→ **Task brief**:
Would you return the lines from the one that contains "Please list the" to the last line of the entries below, exactly and with nothing added?

→ **Records to use**:
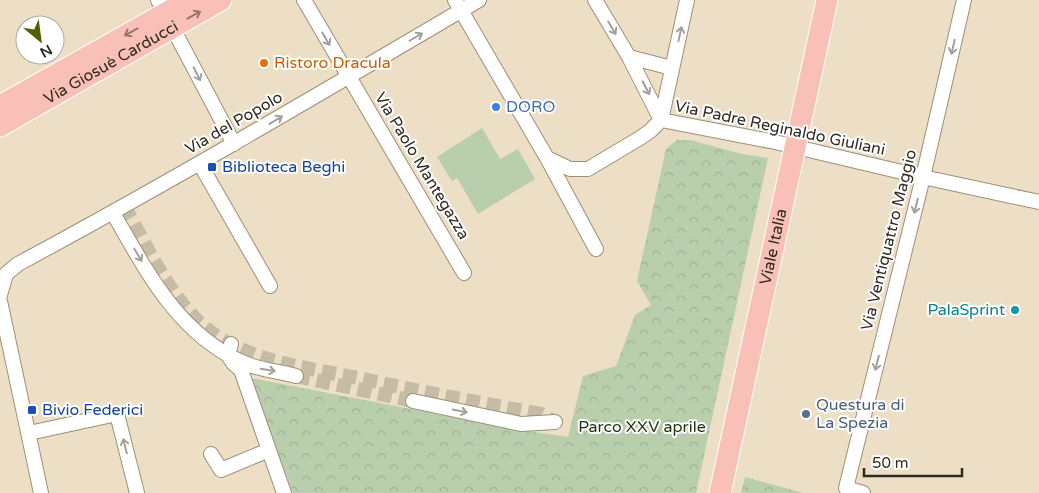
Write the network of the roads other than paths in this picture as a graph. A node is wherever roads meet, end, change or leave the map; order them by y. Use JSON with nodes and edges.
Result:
{"nodes":[{"id":1,"x":189,"y":0,"type":"edge"},
{"id":2,"x":221,"y":0,"type":"edge"},
{"id":3,"x":304,"y":0,"type":"edge"},
{"id":4,"x":479,"y":0,"type":"edge"},
{"id":5,"x":595,"y":0,"type":"edge"},
{"id":6,"x":687,"y":0,"type":"edge"},
{"id":7,"x":828,"y":0,"type":"edge"},
{"id":8,"x":964,"y":0,"type":"edge"},
{"id":9,"x":458,"y":5,"type":"edge"},
{"id":10,"x":165,"y":13,"type":"edge"},
{"id":11,"x":629,"y":57,"type":"junction"},
{"id":12,"x":672,"y":68,"type":"junction"},
{"id":13,"x":348,"y":77,"type":"junction"},
{"id":14,"x":0,"y":106,"type":"edge"},
{"id":15,"x":661,"y":120,"type":"junction"},
{"id":16,"x":0,"y":126,"type":"edge"},
{"id":17,"x":234,"y":144,"type":"junction"},
{"id":18,"x":796,"y":147,"type":"junction"},
{"id":19,"x":547,"y":158,"type":"junction"},
{"id":20,"x":200,"y":164,"type":"junction"},
{"id":21,"x":923,"y":177,"type":"junction"},
{"id":22,"x":1039,"y":202,"type":"edge"},
{"id":23,"x":112,"y":213,"type":"junction"},
{"id":24,"x":596,"y":249,"type":"dead end"},
{"id":25,"x":464,"y":273,"type":"dead end"},
{"id":26,"x":3,"y":274,"type":"edge"},
{"id":27,"x":270,"y":286,"type":"dead end"},
{"id":28,"x":0,"y":295,"type":"edge"},
{"id":29,"x":0,"y":301,"type":"edge"},
{"id":30,"x":230,"y":349,"type":"junction"},
{"id":31,"x":296,"y":376,"type":"tunnel mouth"},
{"id":32,"x":412,"y":401,"type":"tunnel mouth"},
{"id":33,"x":555,"y":422,"type":"dead end"},
{"id":34,"x":29,"y":433,"type":"junction"},
{"id":35,"x":269,"y":450,"type":"junction"},
{"id":36,"x":211,"y":454,"type":"dead end"},
{"id":37,"x":42,"y":493,"type":"edge"},
{"id":38,"x":137,"y":493,"type":"edge"},
{"id":39,"x":284,"y":493,"type":"edge"},
{"id":40,"x":720,"y":493,"type":"edge"},
{"id":41,"x":863,"y":493,"type":"edge"}],
"edges":[{"from":1,"to":10,"type":"main road","name":"Via Giosuè Carducci"},
{"from":10,"to":2,"type":"main road","name":"Via Giosuè Carducci","one_way":true},
{"from":3,"to":13,"type":"street","name":"Via Paolo Mantegazza","one_way":true},
{"from":4,"to":9,"type":"street","name":"Via del Popolo"},
{"from":5,"to":11,"type":"street","one_way":true},
{"from":12,"to":6,"type":"street","one_way":true},
{"from":7,"to":18,"type":"main road","name":"Viale Italia"},
{"from":8,"to":21,"type":"street","name":"Via Ventiquattro Maggio","one_way":true},
{"from":13,"to":9,"type":"street","name":"Via del Popolo","one_way":true},
{"from":9,"to":19,"type":"street"},
{"from":10,"to":14,"type":"main road","name":"Via Giosuè Carducci","one_way":true},
{"from":10,"to":16,"type":"main road","name":"Via Giosuè Carducci"},
{"from":10,"to":17,"type":"street","one_way":true},
{"from":11,"to":12,"type":"street"},
{"from":11,"to":15,"type":"street","one_way":true},
{"from":12,"to":15,"type":"street"},
{"from":17,"to":13,"type":"street","name":"Via del Popolo","one_way":true},
{"from":13,"to":25,"type":"street","name":"Via Paolo Mantegazza"},
{"from":15,"to":18,"type":"street","name":"Via Padre Reginaldo Giuliani"},
{"from":15,"to":19,"type":"street"},
{"from":17,"to":20,"type":"street","name":"Via del Popolo"},
{"from":18,"to":21,"type":"street","name":"Via Padre Reginaldo Giuliani"},
{"from":18,"to":40,"type":"main road","name":"Viale Italia"},
{"from":19,"to":24,"type":"street"},
{"from":20,"to":23,"type":"street","name":"Via del Popolo"},
{"from":20,"to":27,"type":"street"},
{"from":21,"to":22,"type":"street","name":"Via Padre Reginaldo Giuliani"},
{"from":21,"to":41,"type":"street","name":"Via Ventiquattro Maggio","one_way":true},
{"from":23,"to":26,"type":"street","name":"Via del Popolo"},
{"from":23,"to":30,"type":"street","one_way":true},
{"from":26,"to":28,"type":"street"},
{"from":29,"to":34,"type":"street"},
{"from":30,"to":31,"type":"street","one_way":true},
{"from":30,"to":35,"type":"street"},
{"from":32,"to":33,"type":"street","one_way":true},
{"from":34,"to":37,"type":"street"},
{"from":38,"to":34,"type":"street","one_way":true},
{"from":35,"to":36,"type":"street"},
{"from":35,"to":39,"type":"street"}]}
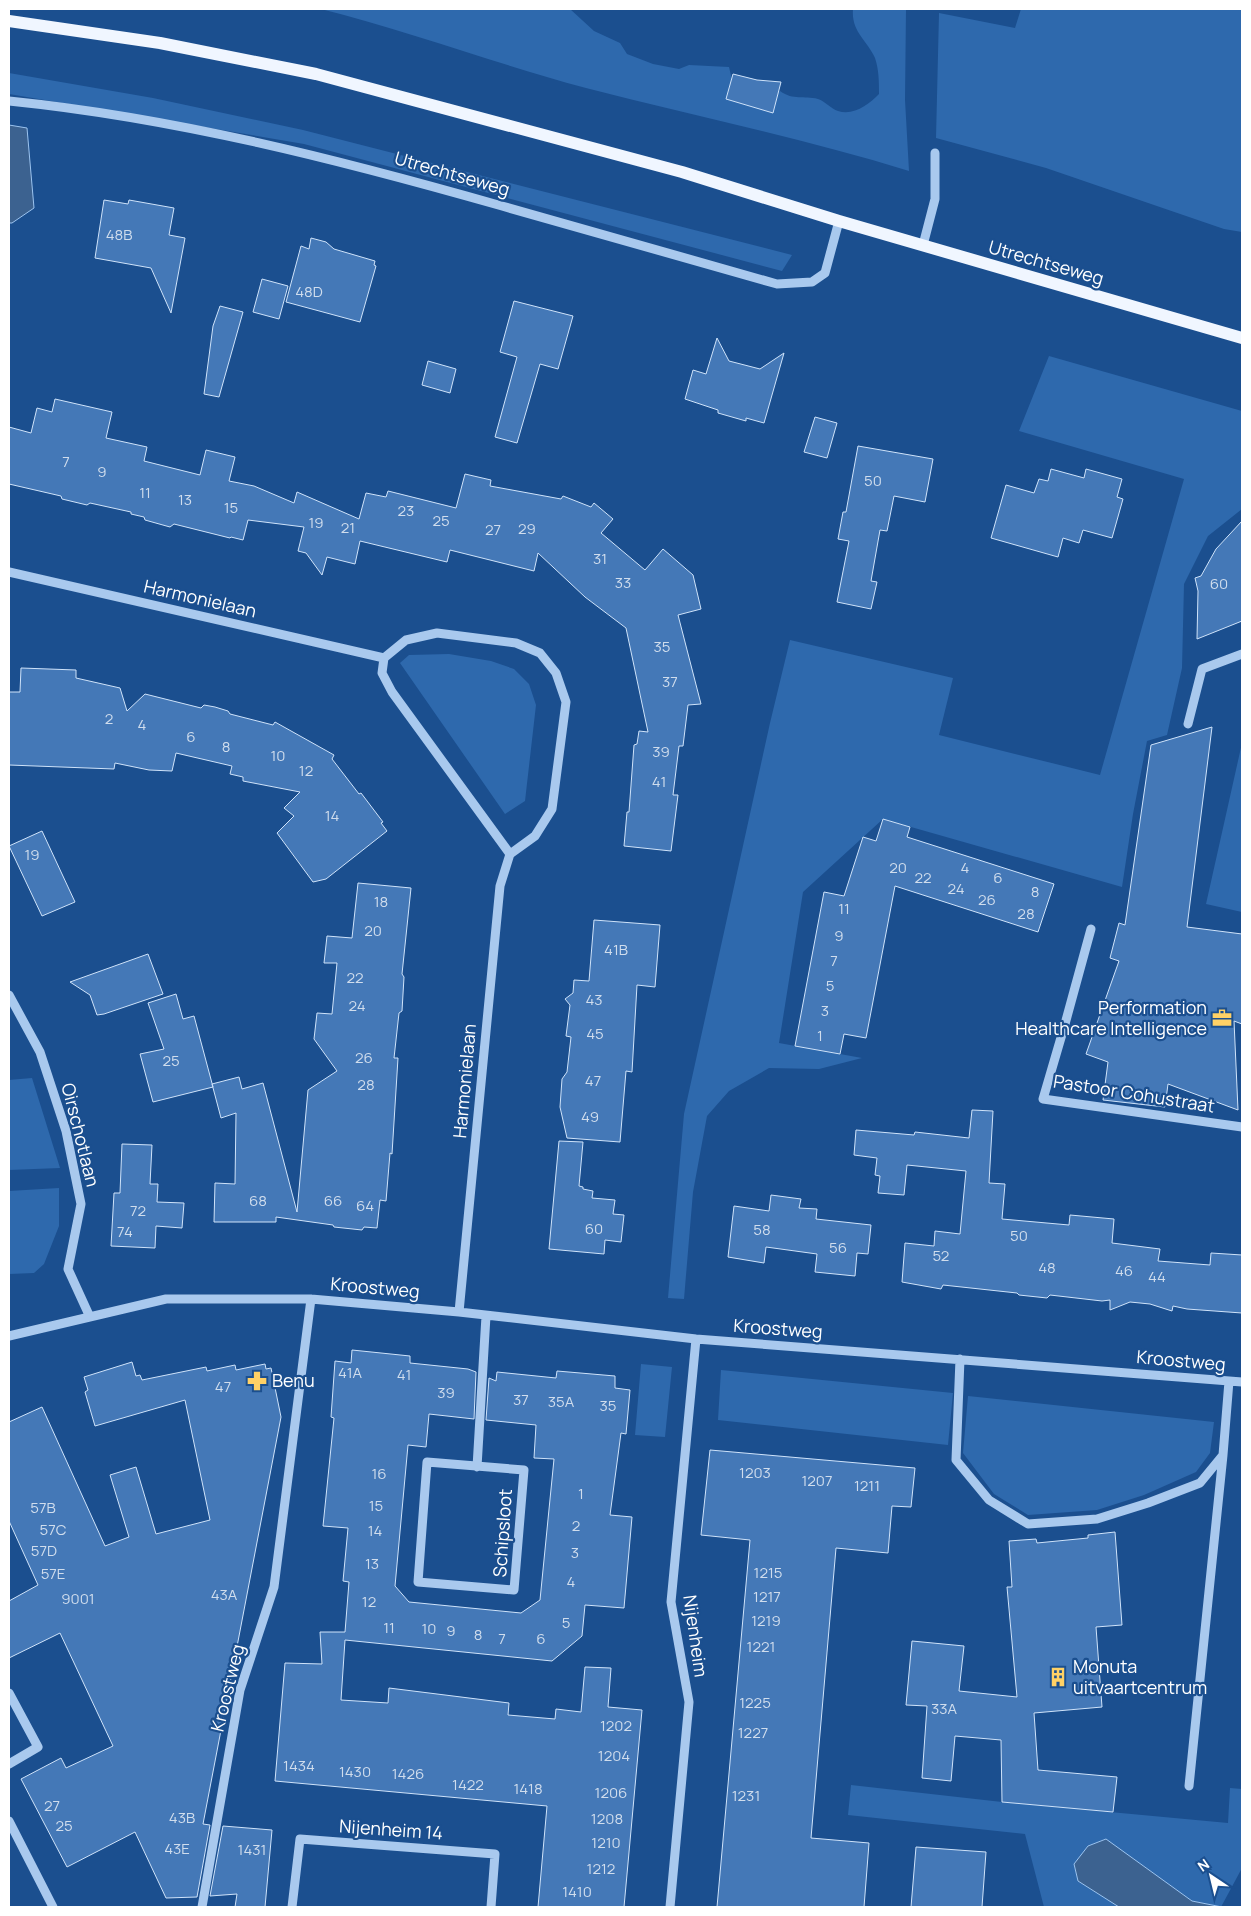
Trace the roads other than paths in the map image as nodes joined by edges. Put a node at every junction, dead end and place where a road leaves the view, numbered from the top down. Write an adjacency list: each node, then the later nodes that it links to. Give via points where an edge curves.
1 (9, 20): 4 (main road, Utrechtseweg, via 160,43 316,74 682,172)
2 (9, 101): 4 (street, Utrechtseweg, via 147,119 272,145 378,171 777,284 812,282 825,273)
3 (935, 153): 5 (street, via 935,199)
4 (839, 221): 5 (main road, Utrechtseweg)
5 (923, 246): 6 (main road, Utrechtseweg)
6 (1242, 338)
7 (9, 572): 9 (street, Harmonielaan)
8 (1242, 654): 10 (street, via 1202,669)
9 (384, 658): 11 (street, via 382,673 392,692); 11 (street, via 406,640 437,633 516,643 540,653 556,674 566,702 552,809 534,836)
10 (1188, 724)
11 (510, 854): 16 (street, Harmonielaan, via 500,886)
12 (1090, 929): 14 (street, Pastoor Cohustraat, via 1042,1099)
13 (9, 995): 18 (street, Oirschotlaan, via 40,1052 66,1131 81,1204 68,1269)
14 (1242, 1127)
15 (312, 1298): 16 (street, Kroostweg); 18 (street, Kroostweg, via 166,1299); 31 (street, Kroostweg, via 274,1587 240,1690)
16 (459, 1312): 17 (street, Kroostweg)
17 (486, 1316): 20 (street, Kroostweg); 25 (street)
18 (90, 1318): 19 (street, Kroostweg)
19 (9, 1336)
20 (696, 1339): 21 (street, Kroostweg); 34 (street, Nijenheim, via 671,1602 688,1702)
21 (960, 1359): 22 (street, Kroostweg); 24 (street, via 956,1460 989,1500 1028,1524 1098,1520 1148,1503 1200,1483)
22 (1229, 1381): 23 (street, Kroostweg); 24 (street)
23 (1242, 1382)
24 (1223, 1455): 28 (street)
25 (477, 1466): 25 (street, Schipsloot, via 427,1462 418,1582 514,1590 524,1470)
26 (9, 1693): 27 (street, via 38,1747)
27 (9, 1764)
28 (1188, 1786)
29 (9, 1821): 30 (street)
30 (53, 1907)
31 (202, 1907)
32 (292, 1907): 33 (street, Nijenheim 14, via 300,1839 495,1854)
33 (491, 1907)
34 (670, 1907)

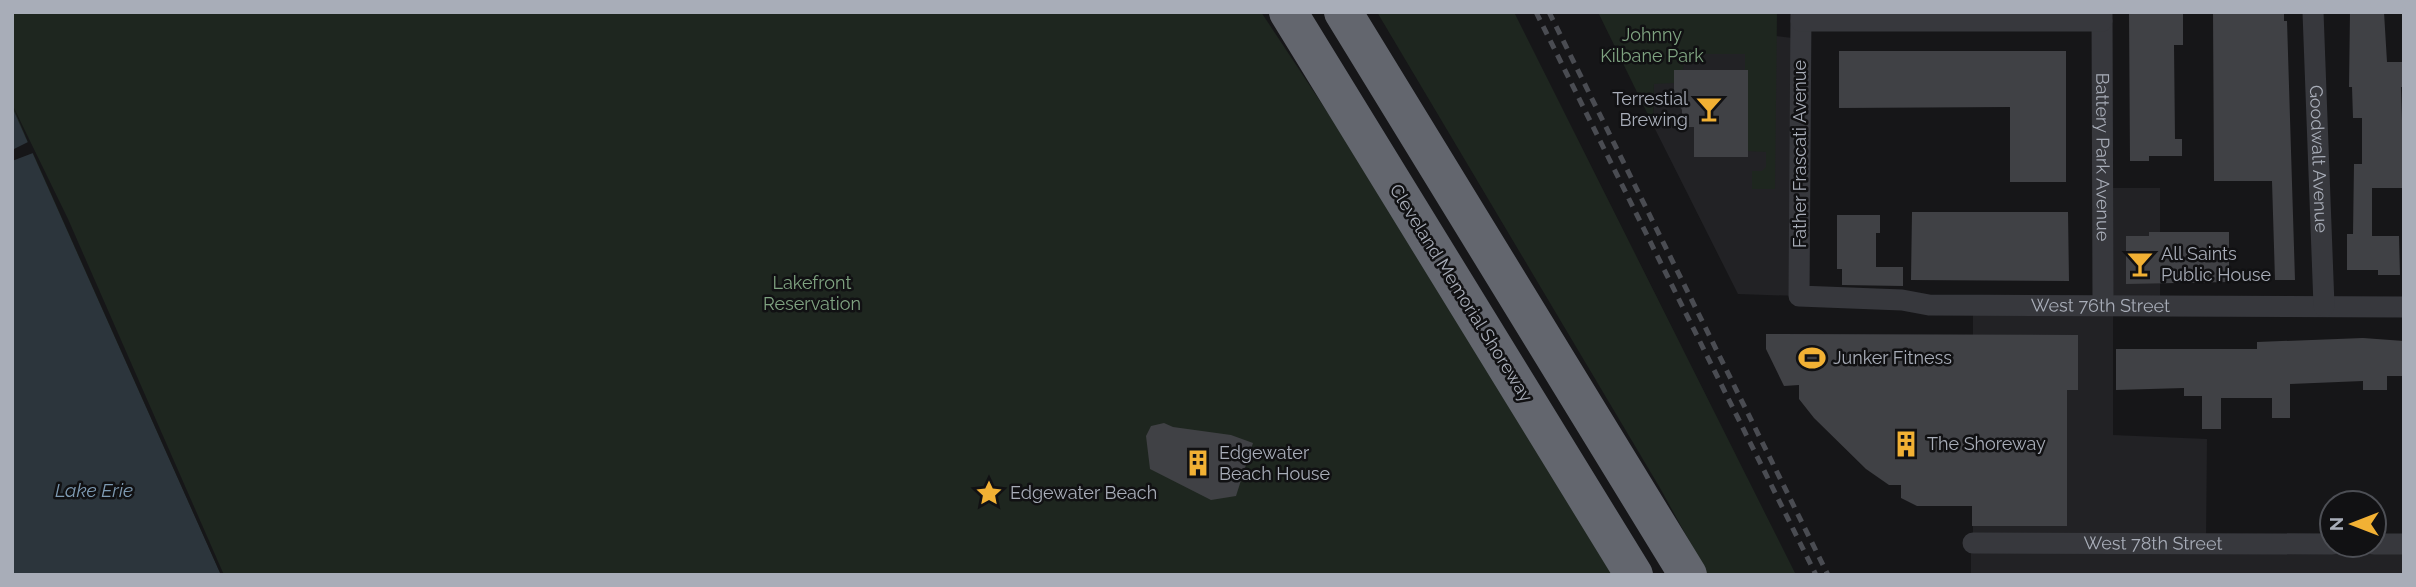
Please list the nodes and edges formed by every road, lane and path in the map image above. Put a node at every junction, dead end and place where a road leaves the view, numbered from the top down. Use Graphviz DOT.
graph roads {
  1 [pos="1288,12"];
  2 [pos="1343,12"];
  3 [pos="1364,12"];
  4 [pos="2313,12"];
  5 [pos="2102,16"];
  6 [pos="1801,17"];
  7 [pos="1429,151"];
  8 [pos="1799,296"];
  9 [pos="2103,304"];
  10 [pos="2324,306"];
  11 [pos="2404,307"];
  12 [pos="1973,543"];
  13 [pos="2318,544"];
  14 [pos="1634,575"];
  15 [pos="1688,575"];
  1 -- 14 [label="highway, Cleveland Memorial Shoreway"];
  2 -- 7 [label="highway"];
  3 -- 7 [label="highway"];
  4 -- 10 [label="street, Goodwalt Avenue"];
  5 -- 6 [label="street"];
  5 -- 9 [label="street, Battery Park Avenue"];
  6 -- 8 [label="street, Father Frascati Avenue"];
  7 -- 15 [label="highway"];
  8 -- 9 [label="street, West 76th Street"];
  9 -- 10 [label="street, West 76th Street"];
  10 -- 11 [label="street, West 76th Street"];
  12 -- 13 [label="street, West 78th Street"];
}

→ **Solution below**:
Please list the nodes and edges formed by every road, lane and path in the map image above. Put a node at every junction, dead end and place where a road leaves the view, numbered from the top down. Use Graphviz DOT.
graph roads {
  1 [pos="1288,12"];
  2 [pos="1343,12"];
  3 [pos="1364,12"];
  4 [pos="2313,12"];
  5 [pos="2102,16"];
  6 [pos="1801,17"];
  7 [pos="1429,151"];
  8 [pos="1799,296"];
  9 [pos="2103,304"];
  10 [pos="2324,306"];
  11 [pos="2404,307"];
  12 [pos="1973,543"];
  13 [pos="2318,544"];
  14 [pos="1634,575"];
  15 [pos="1688,575"];
  1 -- 14 [label="highway, Cleveland Memorial Shoreway"];
  2 -- 7 [label="highway"];
  3 -- 7 [label="highway"];
  4 -- 10 [label="street, Goodwalt Avenue"];
  5 -- 6 [label="street"];
  5 -- 9 [label="street, Battery Park Avenue"];
  6 -- 8 [label="street, Father Frascati Avenue"];
  7 -- 15 [label="highway"];
  8 -- 9 [label="street, West 76th Street"];
  9 -- 10 [label="street, West 76th Street"];
  10 -- 11 [label="street, West 76th Street"];
  12 -- 13 [label="street, West 78th Street"];
}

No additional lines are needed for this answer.